→ Records supplied
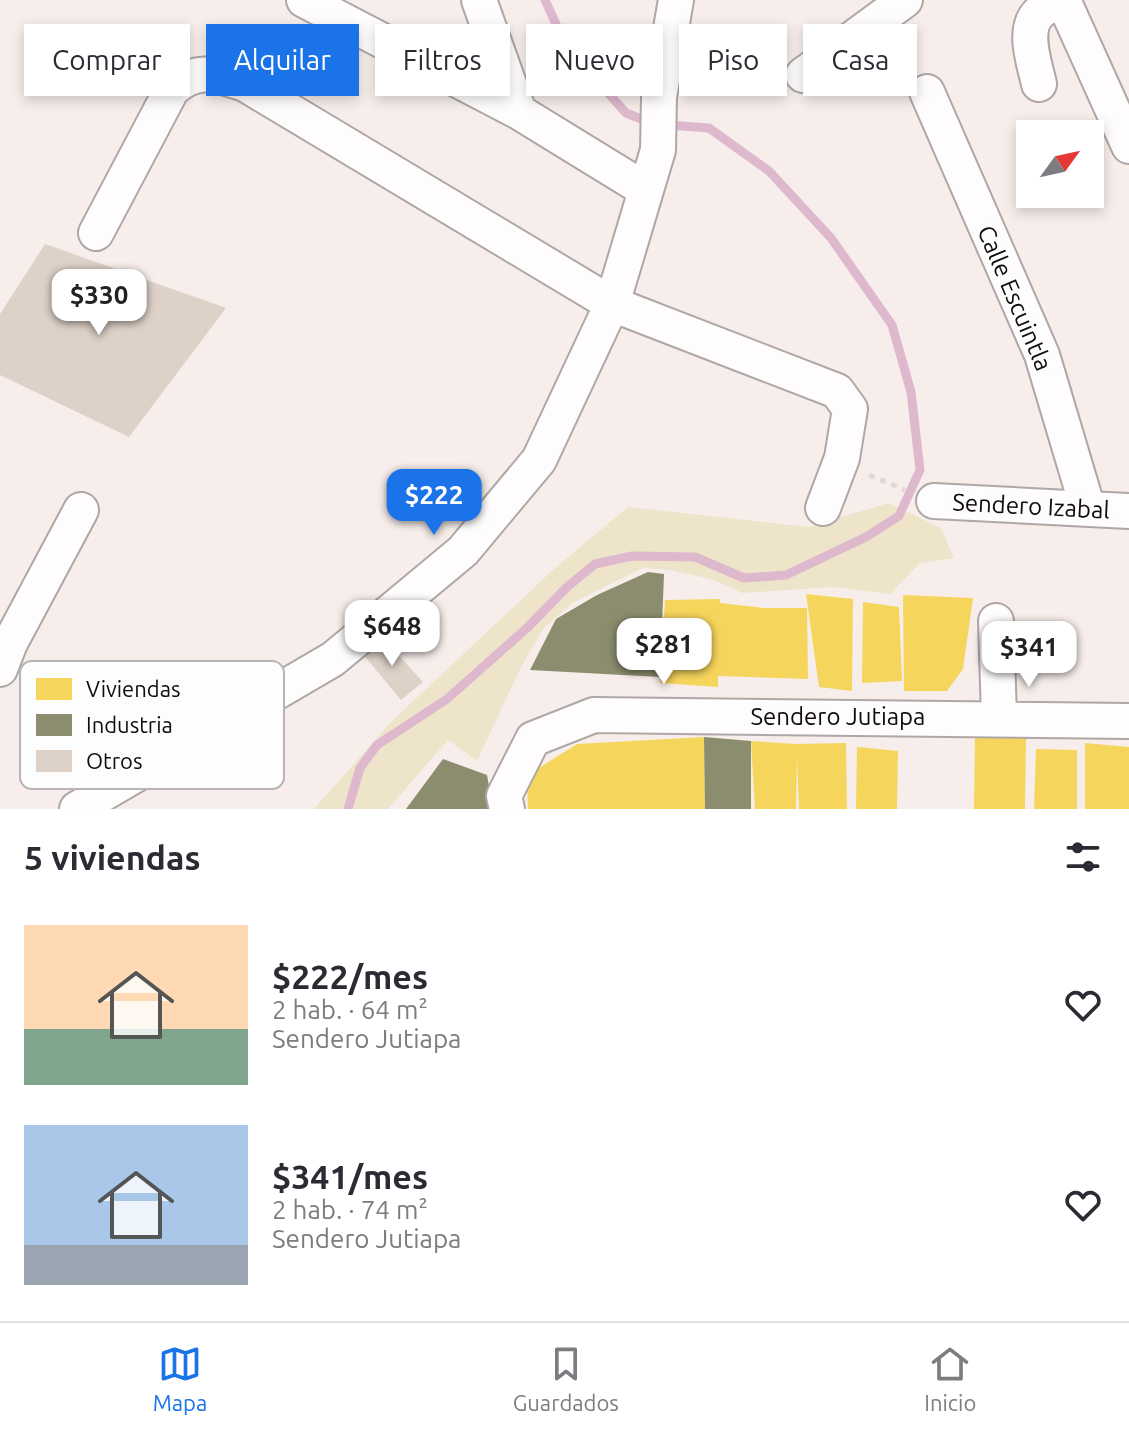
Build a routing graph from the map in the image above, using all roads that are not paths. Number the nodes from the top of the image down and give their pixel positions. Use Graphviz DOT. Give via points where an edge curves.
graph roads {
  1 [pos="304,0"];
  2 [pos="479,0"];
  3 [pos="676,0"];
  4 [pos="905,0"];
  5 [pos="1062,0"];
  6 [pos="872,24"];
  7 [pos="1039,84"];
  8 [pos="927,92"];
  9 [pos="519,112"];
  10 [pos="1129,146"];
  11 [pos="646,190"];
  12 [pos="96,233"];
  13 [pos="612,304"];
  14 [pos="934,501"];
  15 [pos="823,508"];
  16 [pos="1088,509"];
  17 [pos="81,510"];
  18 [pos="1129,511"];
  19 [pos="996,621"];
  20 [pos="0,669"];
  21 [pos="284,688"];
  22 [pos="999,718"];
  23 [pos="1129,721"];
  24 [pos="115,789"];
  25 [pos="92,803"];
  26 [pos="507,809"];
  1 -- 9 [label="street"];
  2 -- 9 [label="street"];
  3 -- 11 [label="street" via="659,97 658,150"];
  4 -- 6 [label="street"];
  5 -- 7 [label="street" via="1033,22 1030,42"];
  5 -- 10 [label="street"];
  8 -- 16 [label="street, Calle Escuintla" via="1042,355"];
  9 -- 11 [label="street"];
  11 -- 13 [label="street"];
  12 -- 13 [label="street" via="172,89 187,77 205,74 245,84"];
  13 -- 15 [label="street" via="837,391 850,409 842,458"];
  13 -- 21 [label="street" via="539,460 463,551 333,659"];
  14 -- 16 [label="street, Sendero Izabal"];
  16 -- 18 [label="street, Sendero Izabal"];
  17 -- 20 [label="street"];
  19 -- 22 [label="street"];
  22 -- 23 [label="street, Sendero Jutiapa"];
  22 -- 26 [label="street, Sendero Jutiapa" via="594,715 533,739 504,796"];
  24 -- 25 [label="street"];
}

→ Work instruction
What you give back must match the entries exactly, apart from the omitted pictures.

→ Reply
Build a routing graph from the map in the image above, using all roads that are not paths. Number the nodes from the top of the image down and give their pixel positions. Use Graphviz DOT. Give via points where an edge curves.
graph roads {
  1 [pos="304,0"];
  2 [pos="479,0"];
  3 [pos="676,0"];
  4 [pos="905,0"];
  5 [pos="1062,0"];
  6 [pos="872,24"];
  7 [pos="1039,84"];
  8 [pos="927,92"];
  9 [pos="519,112"];
  10 [pos="1129,146"];
  11 [pos="646,190"];
  12 [pos="96,233"];
  13 [pos="612,304"];
  14 [pos="934,501"];
  15 [pos="823,508"];
  16 [pos="1088,509"];
  17 [pos="81,510"];
  18 [pos="1129,511"];
  19 [pos="996,621"];
  20 [pos="0,669"];
  21 [pos="284,688"];
  22 [pos="999,718"];
  23 [pos="1129,721"];
  24 [pos="115,789"];
  25 [pos="92,803"];
  26 [pos="507,809"];
  1 -- 9 [label="street"];
  2 -- 9 [label="street"];
  3 -- 11 [label="street" via="659,97 658,150"];
  4 -- 6 [label="street"];
  5 -- 7 [label="street" via="1033,22 1030,42"];
  5 -- 10 [label="street"];
  8 -- 16 [label="street, Calle Escuintla" via="1042,355"];
  9 -- 11 [label="street"];
  11 -- 13 [label="street"];
  12 -- 13 [label="street" via="172,89 187,77 205,74 245,84"];
  13 -- 15 [label="street" via="837,391 850,409 842,458"];
  13 -- 21 [label="street" via="539,460 463,551 333,659"];
  14 -- 16 [label="street, Sendero Izabal"];
  16 -- 18 [label="street, Sendero Izabal"];
  17 -- 20 [label="street"];
  19 -- 22 [label="street"];
  22 -- 23 [label="street, Sendero Jutiapa"];
  22 -- 26 [label="street, Sendero Jutiapa" via="594,715 533,739 504,796"];
  24 -- 25 [label="street"];
}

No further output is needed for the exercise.